Harrassment Accusations and Due Process
I have a question about due process and how or when it is applied to harassment cases.
A male co-worker was recently accused of harassment by a female co-worker. The harassment was considered bullying and not sexual. The company conducted an investigation and made the determination that the male co-worker was responsible for the harassment. The male co-worker never knew about the allegations or that there was even an investigation being conducted. He found out about everything when the company sat him down and disciplined him in the form of a final written warning.
The company claims that they were not obligated to inform him about the allegations or that an investigation was being conducted. The company also said that they were not required to ask him for his side of the story because they had enough witness statements to support the harassment allegations.
When he was being issued his final written warning he denied the allegations. The company then asked him to provide a written statement explaining his side of the story.
The company considered this an appropriate form of due process. Was the company’s investigation conducted properly?
There were two recent harassment investigations that were conducted in this same manner. The accused never knew about the allegations or investigation until they were issued their discipline.
Hi Anonymous,
Thank you for your question. If the employee is at-will (which most employees in California are), they have very little right to due process before being disciplined or fired.
The obligation to investigate sexual harassment complaints arises out of the California Fair Employment and Housing Act (FEHA). FEHA gives employers an affirmative duty to take reasonable steps to prevent and promptly correct harassing conduct. (Gov. Code, § 12940, subd. (j)(1).)
This usually means that employers must provide employees with a process to ensure that complaints are impartially and timely investigated by qualified personnel. (Cal. Code Regs., tit. 2, § 11023.)
Employers also have a duty to ensure that the alleged victim’s complaint remains confidential, to the extent that is possible. But they should also work to create a process that provides all parties appropriate due process. (Cal. Code Regs., tit. 2, § 11023, subd. (b)(7).)
These competing duties can be difficult for employers to manage. For example, an employer may wish to avoid discussing the complaint with the accused employee until there is sufficient evidence because disclosing the nature of the complaint might violate the alleged victim’s wishes of confidentiality. It might also subject the complaining employee to retaliation by the alleged harasser.
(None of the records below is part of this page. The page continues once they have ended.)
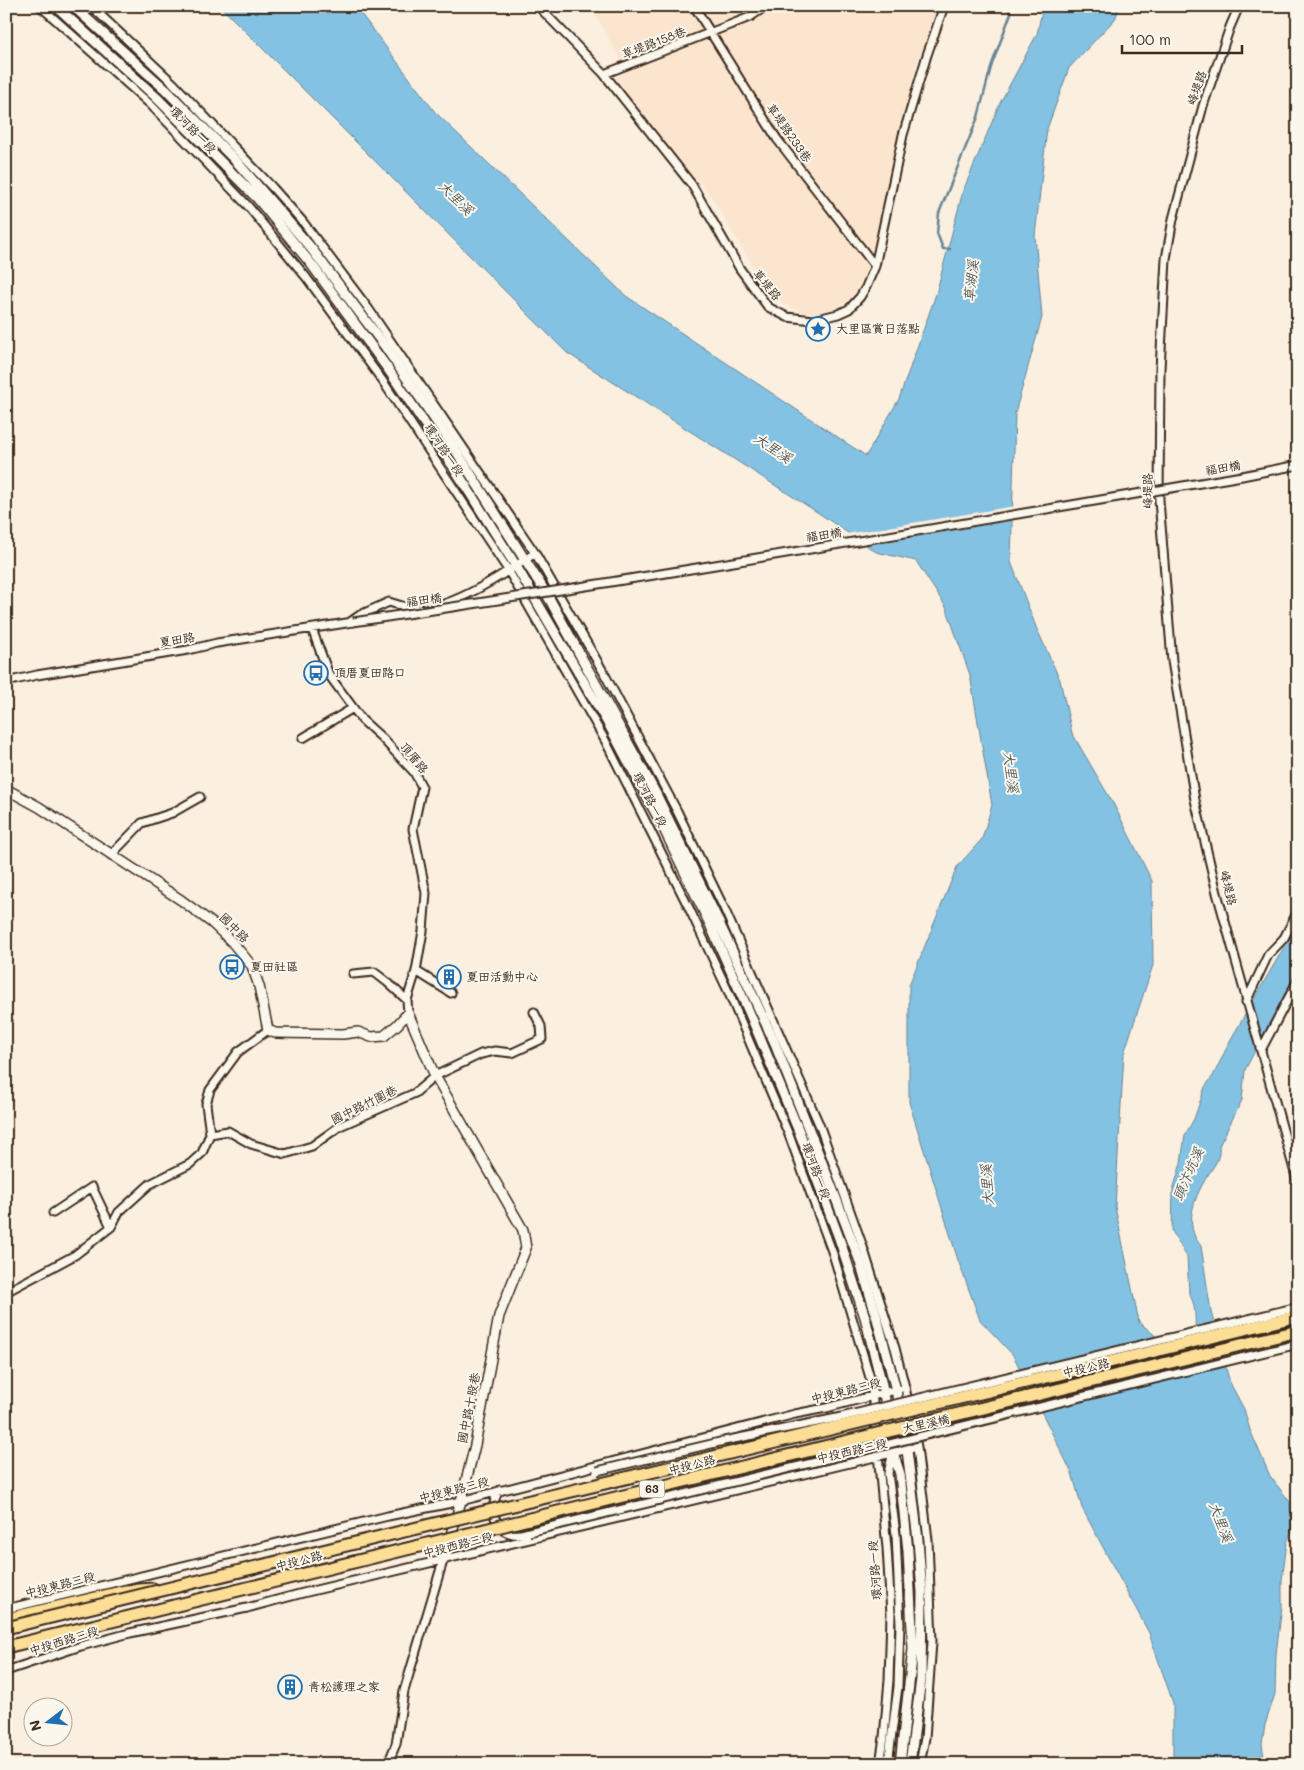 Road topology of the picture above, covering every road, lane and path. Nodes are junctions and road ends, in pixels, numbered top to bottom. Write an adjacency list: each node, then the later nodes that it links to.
1 (40, 6): 16 (street, 環河路一段)
2 (56, 6): 16 (street, 環河路一段)
3 (72, 6): 15 (street, 環河路一段)
4 (91, 6): 14 (street, 環河路一段)
5 (538, 6): 11 (street, 草堤路)
6 (694, 6): 10 (street, 草堤路233巷)
7 (766, 6): 10 (street, 草堤路158巷)
8 (944, 6): 12 (street, 草堤路)
9 (1240, 6): 31 (street, 峰堤路)
10 (710, 33): 11 (street, 草堤路158巷); 12 (street, 草堤路233巷)
11 (604, 74): 12 (street, 草堤路)
12 (875, 266)
13 (1298, 465): 17 (street, 福田橋, bridge)
14 (535, 554): 15 (street); 46 (street, 環河路一段)
15 (526, 560): 16 (street); 47 (street, 環河路一段)
16 (512, 568): 17 (street); 48 (street, 環河路一段); 49 (street, 環河路一段)
17 (352, 622): 18 (street, 夏田路)
18 (312, 629): 19 (street, 夏田路); 20 (street, 頂厝路)
19 (6, 682)
20 (353, 708): 21 (street); 26 (street, 頂厝路)
21 (303, 738)
22 (6, 789): 24 (street, 國中路)
23 (200, 797): 24 (street)
24 (111, 855): 34 (street, 國中路)
25 (1298, 912): 31 (street)
26 (416, 970): 29 (street); 30 (street, 頂厝路)
27 (353, 974): 30 (street)
28 (1298, 980): 35 (street)
29 (451, 993)
30 (407, 1000): 33 (street, 頂厝路)
31 (1246, 1002): 35 (street)
32 (534, 1012): 36 (street, 國中路竹圍巷)
33 (408, 1013): 34 (street); 36 (street)
34 (268, 1030): 37 (street)
35 (1261, 1050): 38 (street)
36 (435, 1076): 37 (street, 國中路竹圍巷); 56 (street, 國中路十股巷)
37 (210, 1134): 40 (street)
38 (1298, 1184)
39 (53, 1213): 40 (street)
40 (111, 1227): 41 (street)
41 (6, 1292)
42 (1298, 1307): 54 (street, bridge)
43 (1298, 1316): 60 (main road, 中投公路 / 63, bridge)
44 (1298, 1331): 64 (main road, 中投公路 / 63, bridge)
45 (1298, 1344): 57 (street, 大里溪橋, bridge)
46 (905, 1387): 47 (street, 中投東路三段); 50 (street, 環河路一段)
47 (896, 1390): 48 (street, 中投東路三段); 51 (street, 環河路一段)
48 (884, 1393): 49 (street, 中投東路三段); 52 (street, 環河路一段)
49 (872, 1396): 53 (street, 環河路一段); 54 (street, 中投東路三段)
50 (917, 1448): 51 (street, 中投西路三段); 71 (street, 環河路一段)
51 (906, 1450): 52 (street, 中投西路三段); 70 (street, 環河路一段)
52 (893, 1452): 53 (street, 中投西路三段); 68 (street, 環河路一段); 69 (street, 環河路一段)
53 (878, 1456): 58 (street, 中投西路三段); 67 (street, 環河路一段)
54 (555, 1476): 55 (street, 中投東路三段)
55 (500, 1490): 56 (street, 中投東路三段); 57 (street)
56 (461, 1501): 59 (street, 國中路十股巷); 61 (street, 中投東路三段)
57 (529, 1532): 58 (street)
58 (496, 1547): 59 (street, 中投西路三段)
59 (443, 1561): 65 (street, 中投西路三段); 66 (street, 國中路十股巷)
60 (180, 1586): 62 (main road); 63 (main road, 中投公路 / 63, bridge)
61 (6, 1609)
62 (6, 1618)
63 (6, 1628)
64 (6, 1647)
65 (6, 1671)
66 (392, 1764)
67 (880, 1764)
68 (888, 1764)
69 (900, 1764)
70 (910, 1764)
71 (920, 1764)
To add to this, at least one California court has suggested that FEHA’s investigation process exists for the benefit of the alleged victim—not the alleged harasser. The same court rejected the idea that alleged perpetrators have a procedural right to a fair investigation. (Nakai v. Friendship House Assn. of American Indians, Inc. (2017) 15 Cal.App.5th 32, 44.) Meaning, alleged harassers can probably be reprimanded or fired without being provided with any opportunity to counter the complaining employee’s claims.
The conclusion from these rules and precedents seems to be that employers should seek to provide a fair investigation process to all parties, but there is basically no recourse for employees accused of harassment if they are treated unfairly. So it makes sense, from the employer’s perspective, to create a process that strongly favors the alleged victim’s due process rights (rather than those of the accused).
If the employee has a contractual provision that states they can only be punished or fired for cause, however, they probably have additional rights when it comes to ensuring a fair investigative process.
Anyway, I hope this answers your question. Please remember that this information does not constitute legal advice and should not be relied on. Nor does it create an attorney-client relationship.
I wish you the best of luck in your situation!